Imagine if the federal government supported a similar program. My guess is that leadership on this issue might make buying some shares in a solar power start-up a pretty good investment. Oh, wait a minute: Solar power start-ups are already some of the hottest action on the market, without the federal government doing a damn thing. As Green Wombat also reported on Thursday, the stock price of thin-film solar module maker First Solar shot up 34 percent on Thursday, to a Googlish $224.43. The performance is all the more remarkable when considering how badly the rest of the market did this week.

Green Wombat bills itself as covering "the intersection of the environment, technology, business and policy." But if you review the last six posts as of the morning of Nov. 9, every single one concerned some aspect of solar power, with a heavy focus on California. Solar power is exploding in California, and a horde of venture-capital funded start-ups are jostling with each other to get a piece of the action. So while Democrats and Republicans trade jabs over who is responsible for the current price of a gallon of gas, and by the latest reports are fumbling a major opportunity to pass legislation that would significantly boost the production of renewable energy, here in California, something powerful is actually happening.

No doubt, there are bubblish aspects to this solar boom.
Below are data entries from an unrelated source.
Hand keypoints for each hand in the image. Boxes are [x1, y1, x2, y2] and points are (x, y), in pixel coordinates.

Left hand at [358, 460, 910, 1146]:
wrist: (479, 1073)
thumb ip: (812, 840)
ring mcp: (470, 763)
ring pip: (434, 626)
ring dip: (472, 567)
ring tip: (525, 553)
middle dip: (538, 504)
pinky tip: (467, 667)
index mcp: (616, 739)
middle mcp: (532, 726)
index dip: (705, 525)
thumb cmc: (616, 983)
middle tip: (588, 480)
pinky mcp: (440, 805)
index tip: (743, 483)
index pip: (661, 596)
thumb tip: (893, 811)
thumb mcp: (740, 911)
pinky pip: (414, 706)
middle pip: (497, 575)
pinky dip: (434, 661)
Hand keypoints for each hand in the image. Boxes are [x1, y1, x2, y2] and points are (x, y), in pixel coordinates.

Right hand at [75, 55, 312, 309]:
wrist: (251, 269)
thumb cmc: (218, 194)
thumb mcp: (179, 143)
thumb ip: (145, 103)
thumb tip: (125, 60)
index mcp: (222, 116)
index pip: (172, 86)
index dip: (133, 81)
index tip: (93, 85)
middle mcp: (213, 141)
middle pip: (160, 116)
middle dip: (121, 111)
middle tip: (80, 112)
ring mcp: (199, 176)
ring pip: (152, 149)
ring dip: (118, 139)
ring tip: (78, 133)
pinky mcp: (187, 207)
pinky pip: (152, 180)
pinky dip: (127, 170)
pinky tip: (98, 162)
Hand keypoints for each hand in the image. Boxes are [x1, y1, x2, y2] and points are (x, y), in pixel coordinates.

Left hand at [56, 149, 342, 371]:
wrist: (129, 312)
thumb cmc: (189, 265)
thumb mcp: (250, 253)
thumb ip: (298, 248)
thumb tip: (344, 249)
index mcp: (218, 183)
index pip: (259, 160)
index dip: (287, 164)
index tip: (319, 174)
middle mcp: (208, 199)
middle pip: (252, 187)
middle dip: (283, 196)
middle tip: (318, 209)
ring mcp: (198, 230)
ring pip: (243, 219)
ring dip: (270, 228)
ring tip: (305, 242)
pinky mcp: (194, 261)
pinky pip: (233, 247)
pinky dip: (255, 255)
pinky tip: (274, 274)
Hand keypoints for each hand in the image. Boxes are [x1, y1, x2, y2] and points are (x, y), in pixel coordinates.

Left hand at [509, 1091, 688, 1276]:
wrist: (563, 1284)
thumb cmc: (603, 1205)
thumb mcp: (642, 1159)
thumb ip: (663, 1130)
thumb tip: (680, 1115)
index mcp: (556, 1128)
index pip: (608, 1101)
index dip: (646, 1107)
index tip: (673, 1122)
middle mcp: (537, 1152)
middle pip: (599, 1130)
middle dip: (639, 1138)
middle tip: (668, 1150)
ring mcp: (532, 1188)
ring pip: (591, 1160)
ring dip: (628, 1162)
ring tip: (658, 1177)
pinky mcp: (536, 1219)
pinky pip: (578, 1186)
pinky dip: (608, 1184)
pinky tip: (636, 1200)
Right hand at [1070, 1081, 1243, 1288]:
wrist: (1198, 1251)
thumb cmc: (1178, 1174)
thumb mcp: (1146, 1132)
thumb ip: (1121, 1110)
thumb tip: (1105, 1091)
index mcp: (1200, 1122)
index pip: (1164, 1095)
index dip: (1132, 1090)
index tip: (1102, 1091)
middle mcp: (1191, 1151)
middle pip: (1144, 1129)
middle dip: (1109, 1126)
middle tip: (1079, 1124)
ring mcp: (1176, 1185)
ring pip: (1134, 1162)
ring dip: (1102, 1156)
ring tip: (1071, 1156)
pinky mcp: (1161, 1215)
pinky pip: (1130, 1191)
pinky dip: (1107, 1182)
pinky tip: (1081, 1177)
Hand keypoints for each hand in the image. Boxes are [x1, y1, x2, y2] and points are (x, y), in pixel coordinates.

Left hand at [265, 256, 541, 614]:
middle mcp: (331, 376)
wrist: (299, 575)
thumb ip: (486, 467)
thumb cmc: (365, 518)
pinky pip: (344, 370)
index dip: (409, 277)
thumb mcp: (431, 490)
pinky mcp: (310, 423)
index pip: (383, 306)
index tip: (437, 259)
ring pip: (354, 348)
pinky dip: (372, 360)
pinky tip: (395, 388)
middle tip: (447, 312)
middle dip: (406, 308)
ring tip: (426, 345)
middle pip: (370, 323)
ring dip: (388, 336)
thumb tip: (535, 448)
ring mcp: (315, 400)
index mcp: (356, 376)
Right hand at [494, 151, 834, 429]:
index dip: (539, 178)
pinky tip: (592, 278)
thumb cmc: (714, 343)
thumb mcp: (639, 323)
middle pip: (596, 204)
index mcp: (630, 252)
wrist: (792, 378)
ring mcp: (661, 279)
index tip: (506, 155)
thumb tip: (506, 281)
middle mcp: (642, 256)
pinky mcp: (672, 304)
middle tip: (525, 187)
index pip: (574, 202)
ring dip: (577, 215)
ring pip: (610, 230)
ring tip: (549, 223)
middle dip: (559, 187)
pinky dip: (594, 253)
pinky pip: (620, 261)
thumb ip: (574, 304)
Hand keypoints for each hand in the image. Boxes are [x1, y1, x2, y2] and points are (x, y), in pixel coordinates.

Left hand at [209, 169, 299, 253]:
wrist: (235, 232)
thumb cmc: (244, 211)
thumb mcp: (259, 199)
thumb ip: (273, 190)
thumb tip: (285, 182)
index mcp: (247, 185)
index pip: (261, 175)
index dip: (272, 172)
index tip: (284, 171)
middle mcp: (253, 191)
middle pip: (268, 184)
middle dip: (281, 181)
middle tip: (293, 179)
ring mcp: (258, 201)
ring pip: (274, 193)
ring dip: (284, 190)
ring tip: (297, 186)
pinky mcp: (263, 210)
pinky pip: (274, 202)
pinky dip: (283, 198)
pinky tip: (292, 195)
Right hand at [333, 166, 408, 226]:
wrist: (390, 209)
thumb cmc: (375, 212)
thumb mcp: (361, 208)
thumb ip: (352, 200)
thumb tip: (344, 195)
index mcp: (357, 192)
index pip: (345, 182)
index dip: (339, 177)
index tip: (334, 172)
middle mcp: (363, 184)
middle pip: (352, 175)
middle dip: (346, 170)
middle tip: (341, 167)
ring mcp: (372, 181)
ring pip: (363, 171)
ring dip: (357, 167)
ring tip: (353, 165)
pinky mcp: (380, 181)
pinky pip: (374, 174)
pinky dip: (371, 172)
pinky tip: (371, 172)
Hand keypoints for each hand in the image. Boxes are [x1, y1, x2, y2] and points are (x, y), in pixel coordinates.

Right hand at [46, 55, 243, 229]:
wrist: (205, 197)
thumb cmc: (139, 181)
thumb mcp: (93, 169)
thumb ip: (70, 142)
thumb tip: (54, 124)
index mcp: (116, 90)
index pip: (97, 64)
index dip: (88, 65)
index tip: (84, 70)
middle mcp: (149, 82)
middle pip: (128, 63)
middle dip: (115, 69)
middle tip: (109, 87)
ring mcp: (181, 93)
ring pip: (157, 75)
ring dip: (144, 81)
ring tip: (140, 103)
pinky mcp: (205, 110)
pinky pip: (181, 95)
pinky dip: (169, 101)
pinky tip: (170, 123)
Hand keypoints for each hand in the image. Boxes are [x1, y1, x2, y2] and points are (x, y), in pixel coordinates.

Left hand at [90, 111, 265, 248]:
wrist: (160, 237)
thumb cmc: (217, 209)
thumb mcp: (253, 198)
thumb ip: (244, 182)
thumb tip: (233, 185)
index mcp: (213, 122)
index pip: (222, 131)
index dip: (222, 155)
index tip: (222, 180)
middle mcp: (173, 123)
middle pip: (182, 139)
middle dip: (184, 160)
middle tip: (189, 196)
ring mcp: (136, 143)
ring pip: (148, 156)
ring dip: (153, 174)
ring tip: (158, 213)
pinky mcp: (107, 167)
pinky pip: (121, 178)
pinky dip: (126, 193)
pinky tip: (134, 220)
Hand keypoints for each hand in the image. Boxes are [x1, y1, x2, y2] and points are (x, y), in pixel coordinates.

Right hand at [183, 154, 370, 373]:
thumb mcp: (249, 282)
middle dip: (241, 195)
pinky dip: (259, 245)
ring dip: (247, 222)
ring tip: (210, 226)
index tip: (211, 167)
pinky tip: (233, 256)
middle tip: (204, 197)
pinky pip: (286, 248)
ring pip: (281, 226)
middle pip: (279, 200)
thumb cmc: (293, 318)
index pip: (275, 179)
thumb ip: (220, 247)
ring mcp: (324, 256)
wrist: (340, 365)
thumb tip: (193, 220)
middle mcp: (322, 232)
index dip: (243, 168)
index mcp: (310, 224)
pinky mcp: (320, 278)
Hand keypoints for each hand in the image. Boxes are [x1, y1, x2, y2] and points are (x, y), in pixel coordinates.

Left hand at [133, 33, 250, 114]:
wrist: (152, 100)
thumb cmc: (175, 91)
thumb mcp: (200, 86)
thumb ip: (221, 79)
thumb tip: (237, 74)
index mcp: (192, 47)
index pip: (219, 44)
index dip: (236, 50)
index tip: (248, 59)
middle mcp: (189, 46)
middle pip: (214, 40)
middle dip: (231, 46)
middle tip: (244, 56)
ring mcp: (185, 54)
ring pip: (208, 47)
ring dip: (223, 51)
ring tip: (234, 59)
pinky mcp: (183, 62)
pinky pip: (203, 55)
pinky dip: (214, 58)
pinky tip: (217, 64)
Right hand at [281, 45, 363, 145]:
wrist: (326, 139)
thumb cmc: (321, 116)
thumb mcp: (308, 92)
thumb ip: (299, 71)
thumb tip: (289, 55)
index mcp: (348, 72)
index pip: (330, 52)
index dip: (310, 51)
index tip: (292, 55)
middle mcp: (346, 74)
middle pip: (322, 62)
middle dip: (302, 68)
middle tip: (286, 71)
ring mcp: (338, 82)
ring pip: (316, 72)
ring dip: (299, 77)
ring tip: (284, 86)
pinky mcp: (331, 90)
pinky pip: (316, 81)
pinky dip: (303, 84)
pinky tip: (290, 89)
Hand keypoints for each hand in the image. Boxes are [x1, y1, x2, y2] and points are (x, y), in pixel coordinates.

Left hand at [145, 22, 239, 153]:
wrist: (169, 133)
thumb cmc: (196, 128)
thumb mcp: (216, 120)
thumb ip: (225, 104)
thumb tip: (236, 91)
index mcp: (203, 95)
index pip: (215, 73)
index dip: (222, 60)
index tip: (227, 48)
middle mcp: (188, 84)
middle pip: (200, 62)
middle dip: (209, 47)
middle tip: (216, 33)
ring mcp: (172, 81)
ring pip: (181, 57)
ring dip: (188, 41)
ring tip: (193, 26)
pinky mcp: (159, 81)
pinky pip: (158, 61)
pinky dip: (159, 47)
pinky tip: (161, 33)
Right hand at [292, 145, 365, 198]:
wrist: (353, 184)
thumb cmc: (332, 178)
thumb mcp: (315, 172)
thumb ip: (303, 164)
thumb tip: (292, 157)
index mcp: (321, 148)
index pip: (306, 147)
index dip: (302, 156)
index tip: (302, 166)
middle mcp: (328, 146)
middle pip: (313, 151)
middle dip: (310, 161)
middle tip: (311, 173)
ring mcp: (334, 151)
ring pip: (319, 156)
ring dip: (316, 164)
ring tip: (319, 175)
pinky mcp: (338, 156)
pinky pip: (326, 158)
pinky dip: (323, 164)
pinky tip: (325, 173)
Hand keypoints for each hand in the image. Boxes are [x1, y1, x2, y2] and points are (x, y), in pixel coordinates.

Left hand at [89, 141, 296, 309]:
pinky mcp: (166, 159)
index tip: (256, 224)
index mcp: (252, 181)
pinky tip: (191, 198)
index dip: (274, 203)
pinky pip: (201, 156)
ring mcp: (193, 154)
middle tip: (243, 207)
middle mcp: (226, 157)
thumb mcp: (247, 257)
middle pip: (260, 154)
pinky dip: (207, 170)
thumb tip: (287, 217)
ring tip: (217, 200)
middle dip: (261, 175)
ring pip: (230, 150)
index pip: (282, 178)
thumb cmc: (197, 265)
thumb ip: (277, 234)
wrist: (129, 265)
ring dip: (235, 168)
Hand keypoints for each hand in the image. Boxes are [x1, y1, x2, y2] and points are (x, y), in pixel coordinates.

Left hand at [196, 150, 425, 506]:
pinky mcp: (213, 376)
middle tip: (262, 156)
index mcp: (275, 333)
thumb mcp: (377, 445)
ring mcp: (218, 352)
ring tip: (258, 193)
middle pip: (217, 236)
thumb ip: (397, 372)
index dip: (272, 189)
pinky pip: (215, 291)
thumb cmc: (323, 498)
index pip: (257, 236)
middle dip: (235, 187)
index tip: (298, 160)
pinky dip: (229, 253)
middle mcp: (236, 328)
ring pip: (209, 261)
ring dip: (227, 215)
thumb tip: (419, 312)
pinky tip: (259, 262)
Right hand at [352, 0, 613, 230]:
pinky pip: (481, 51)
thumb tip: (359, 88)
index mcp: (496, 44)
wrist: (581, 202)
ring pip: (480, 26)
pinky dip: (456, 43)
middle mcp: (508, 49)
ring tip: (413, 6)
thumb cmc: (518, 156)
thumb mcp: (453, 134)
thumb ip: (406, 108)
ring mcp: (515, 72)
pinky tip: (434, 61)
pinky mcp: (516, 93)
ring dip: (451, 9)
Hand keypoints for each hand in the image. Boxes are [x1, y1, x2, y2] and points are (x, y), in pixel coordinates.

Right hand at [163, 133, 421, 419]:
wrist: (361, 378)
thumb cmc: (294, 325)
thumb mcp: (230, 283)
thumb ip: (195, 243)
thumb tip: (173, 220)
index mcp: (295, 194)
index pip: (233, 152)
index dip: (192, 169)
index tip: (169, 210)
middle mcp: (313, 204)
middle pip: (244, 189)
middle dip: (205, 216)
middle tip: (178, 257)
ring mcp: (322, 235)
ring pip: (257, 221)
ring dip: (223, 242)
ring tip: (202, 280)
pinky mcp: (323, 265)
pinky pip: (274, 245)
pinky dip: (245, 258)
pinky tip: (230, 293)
If you want a sense of just how gaga the financial community is beginning to go over solar, you can't do better than this morning's posting by John Gilluly on the financial blog Seeking Alpha, pumping up the stock of the solar installation company Akeena.

Among his more hyperbolic enthusing:

  • "The U.S. residential solar market is expected to grow at a 64 percent annual rate for the next three years."

  • "Solar in 2007 is like investing in Yahoo in 1996."

  • "Solar can be more affordable, more doable, and on a parity with oil in 5 years." </ul

And his grand conclusion:

In summary, several trends are creating a virtuous circle for the adoption of solar energy in the U.S.: venture capital research and development; semiconductor companies leveraging their experience with silicon into solar ventures (to diversify their portfolio of offerings); an informed public demanding the political will for green initiatives; the sustained high cost of oil and energy which weaves its way into every part of our lives as a net tax; and demand demand demand.

All this, and the city of Berkeley's hardly gotten started!